[Records drawn from a dataset]
───

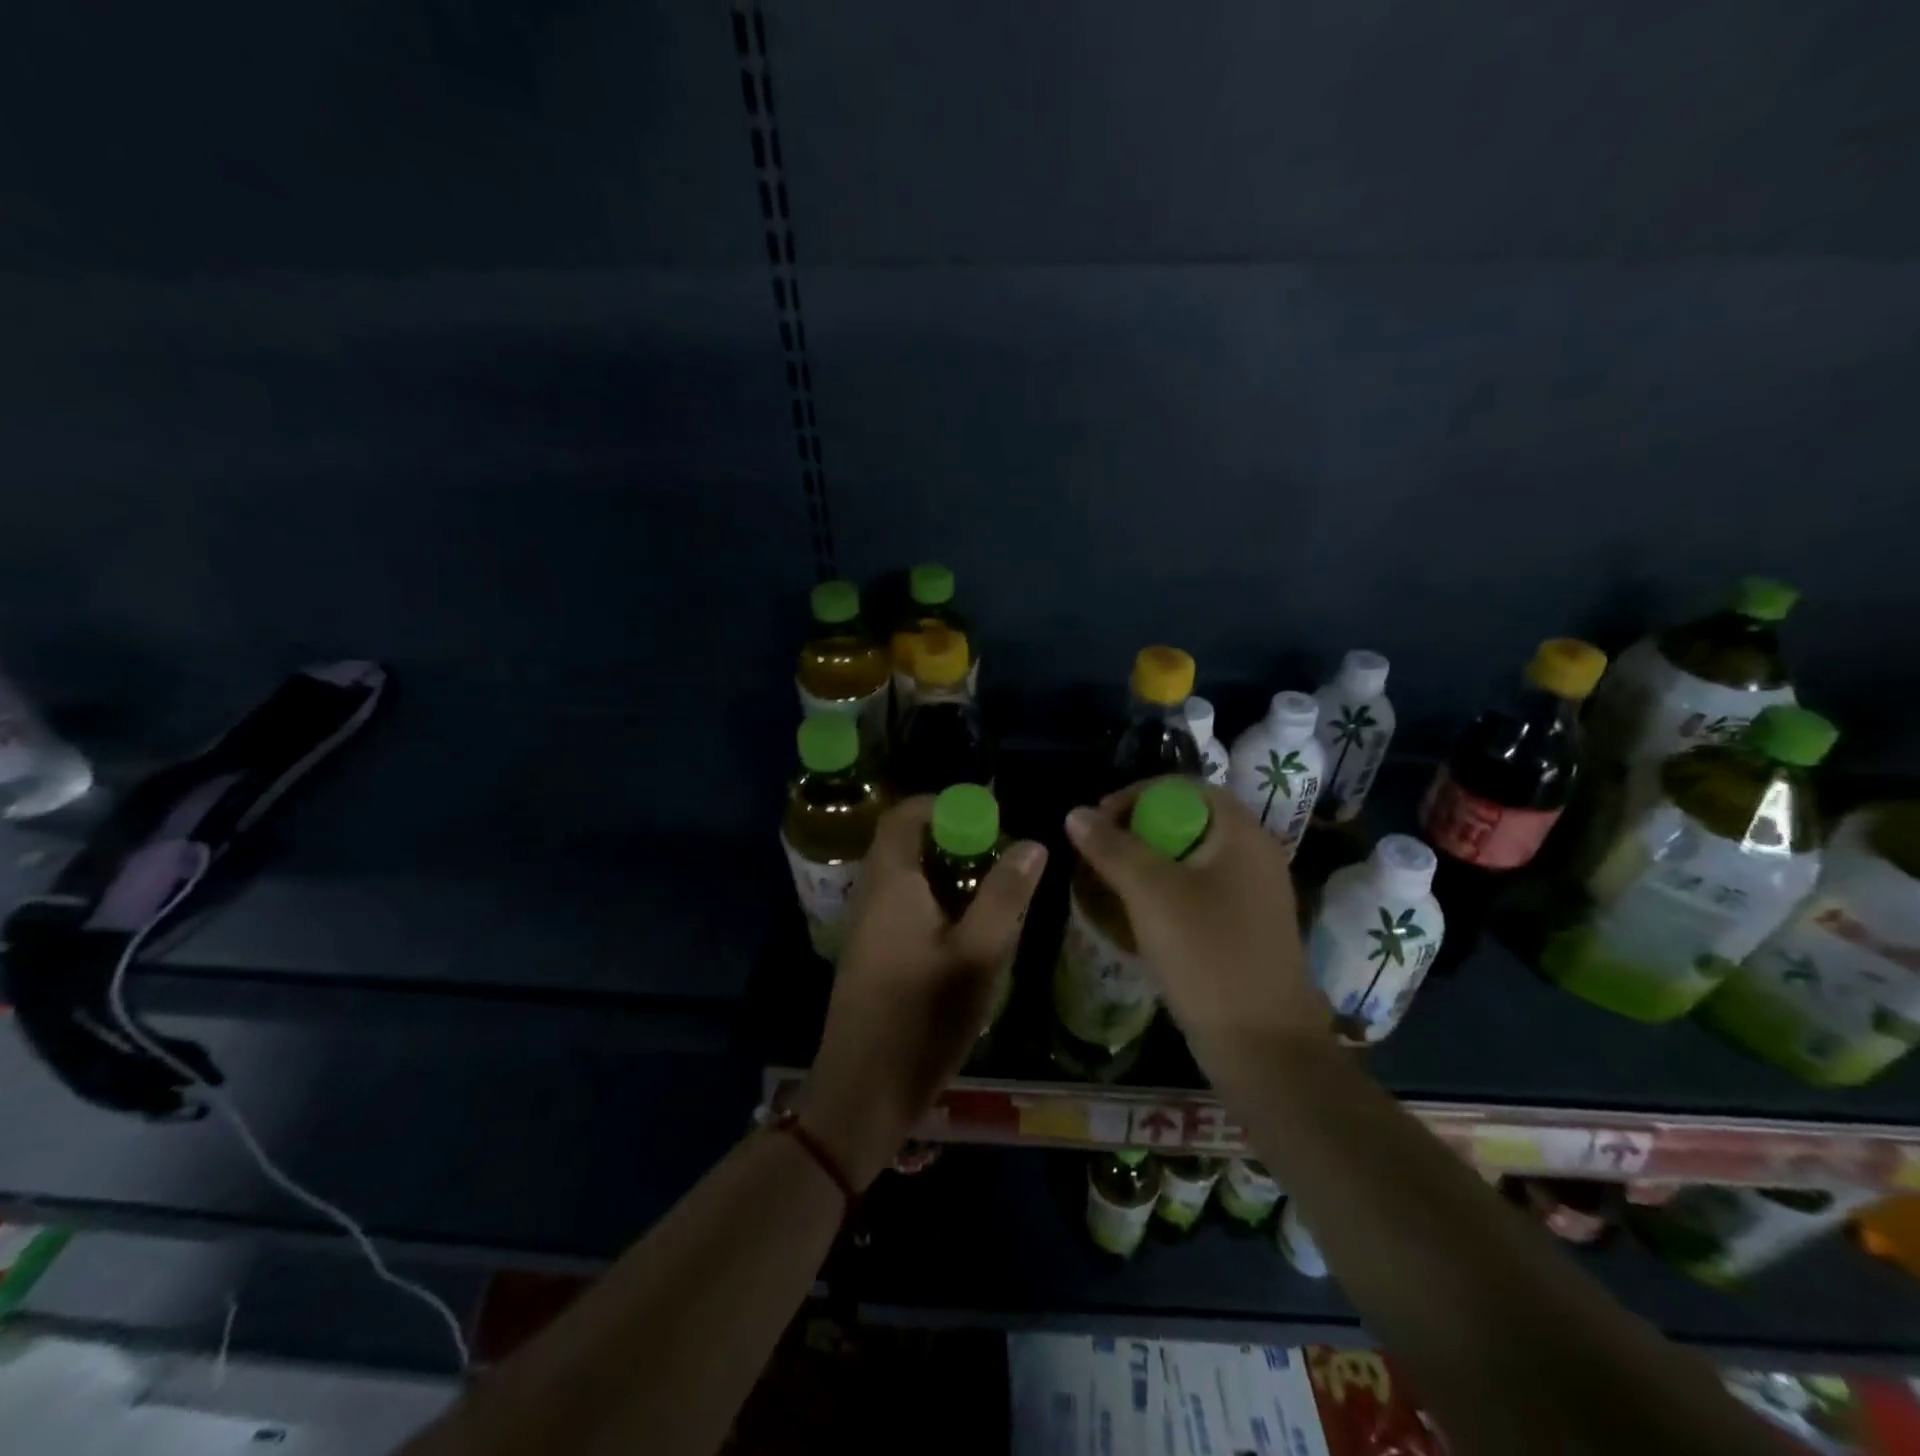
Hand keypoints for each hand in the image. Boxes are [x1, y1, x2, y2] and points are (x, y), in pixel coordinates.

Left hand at [801, 796, 1046, 1187]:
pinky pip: (900, 908)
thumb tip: (1031, 843)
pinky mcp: (868, 958)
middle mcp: (870, 896)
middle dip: (951, 841)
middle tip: (996, 857)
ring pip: (904, 879)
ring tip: (989, 894)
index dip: (942, 805)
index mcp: (891, 883)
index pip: (904, 816)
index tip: (985, 817)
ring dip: (943, 874)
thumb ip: (1005, 895)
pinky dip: (932, 903)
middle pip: (904, 845)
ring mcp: (864, 929)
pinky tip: (964, 935)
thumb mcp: (978, 954)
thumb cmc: (922, 1017)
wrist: (862, 1093)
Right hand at [1064, 779, 1329, 1067]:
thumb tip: (1076, 813)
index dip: (1136, 796)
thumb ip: (1112, 848)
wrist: (1264, 1048)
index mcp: (1241, 834)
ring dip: (1145, 864)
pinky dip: (1163, 893)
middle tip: (1097, 855)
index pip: (1183, 788)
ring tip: (1107, 884)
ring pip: (1188, 859)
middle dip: (1135, 832)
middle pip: (1185, 821)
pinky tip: (1135, 916)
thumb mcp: (1152, 894)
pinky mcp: (1242, 927)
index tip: (1097, 822)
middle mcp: (1252, 855)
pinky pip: (1196, 891)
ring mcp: (1251, 894)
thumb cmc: (1209, 957)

───

- _Action item_
Look through the entries above. Copy out every line holding the word "index".

- _Expected output_
index dip: (942, 805)
index mcp: (891, 883)
index pip: (904, 816)
index tip: (985, 817)
index dip: (1136, 796)
index mcp: (1241, 834)
index pip: (1183, 788)
index tip: (1097, 822)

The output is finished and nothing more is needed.